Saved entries
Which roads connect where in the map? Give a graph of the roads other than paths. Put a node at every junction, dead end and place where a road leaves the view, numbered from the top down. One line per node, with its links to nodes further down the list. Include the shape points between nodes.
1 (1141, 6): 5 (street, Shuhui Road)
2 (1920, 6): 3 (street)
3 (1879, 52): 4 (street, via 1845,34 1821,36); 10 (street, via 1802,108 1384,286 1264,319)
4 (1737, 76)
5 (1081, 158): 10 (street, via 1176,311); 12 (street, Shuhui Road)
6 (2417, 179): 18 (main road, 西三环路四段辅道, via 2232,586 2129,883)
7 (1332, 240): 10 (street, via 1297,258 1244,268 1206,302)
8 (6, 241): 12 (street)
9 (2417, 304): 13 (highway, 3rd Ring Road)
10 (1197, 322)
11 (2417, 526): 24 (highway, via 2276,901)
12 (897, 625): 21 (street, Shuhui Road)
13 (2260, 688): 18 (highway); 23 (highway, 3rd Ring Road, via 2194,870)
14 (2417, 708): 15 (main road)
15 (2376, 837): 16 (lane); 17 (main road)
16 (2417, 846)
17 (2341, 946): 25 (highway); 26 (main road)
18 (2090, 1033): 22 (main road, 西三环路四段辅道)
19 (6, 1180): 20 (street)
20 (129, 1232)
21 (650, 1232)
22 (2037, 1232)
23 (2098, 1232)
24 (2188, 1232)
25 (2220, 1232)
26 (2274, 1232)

Work instruction
Return what is listed above, exactly and completely.

Result of the task
Which roads connect where in the map? Give a graph of the roads other than paths. Put a node at every junction, dead end and place where a road leaves the view, numbered from the top down. One line per node, with its links to nodes further down the list. Include the shape points between nodes.
1 (1141, 6): 5 (street, Shuhui Road)
2 (1920, 6): 3 (street)
3 (1879, 52): 4 (street, via 1845,34 1821,36); 10 (street, via 1802,108 1384,286 1264,319)
4 (1737, 76)
5 (1081, 158): 10 (street, via 1176,311); 12 (street, Shuhui Road)
6 (2417, 179): 18 (main road, 西三环路四段辅道, via 2232,586 2129,883)
7 (1332, 240): 10 (street, via 1297,258 1244,268 1206,302)
8 (6, 241): 12 (street)
9 (2417, 304): 13 (highway, 3rd Ring Road)
10 (1197, 322)
11 (2417, 526): 24 (highway, via 2276,901)
12 (897, 625): 21 (street, Shuhui Road)
13 (2260, 688): 18 (highway); 23 (highway, 3rd Ring Road, via 2194,870)
14 (2417, 708): 15 (main road)
15 (2376, 837): 16 (lane); 17 (main road)
16 (2417, 846)
17 (2341, 946): 25 (highway); 26 (main road)
18 (2090, 1033): 22 (main road, 西三环路四段辅道)
19 (6, 1180): 20 (street)
20 (129, 1232)
21 (650, 1232)
22 (2037, 1232)
23 (2098, 1232)
24 (2188, 1232)
25 (2220, 1232)
26 (2274, 1232)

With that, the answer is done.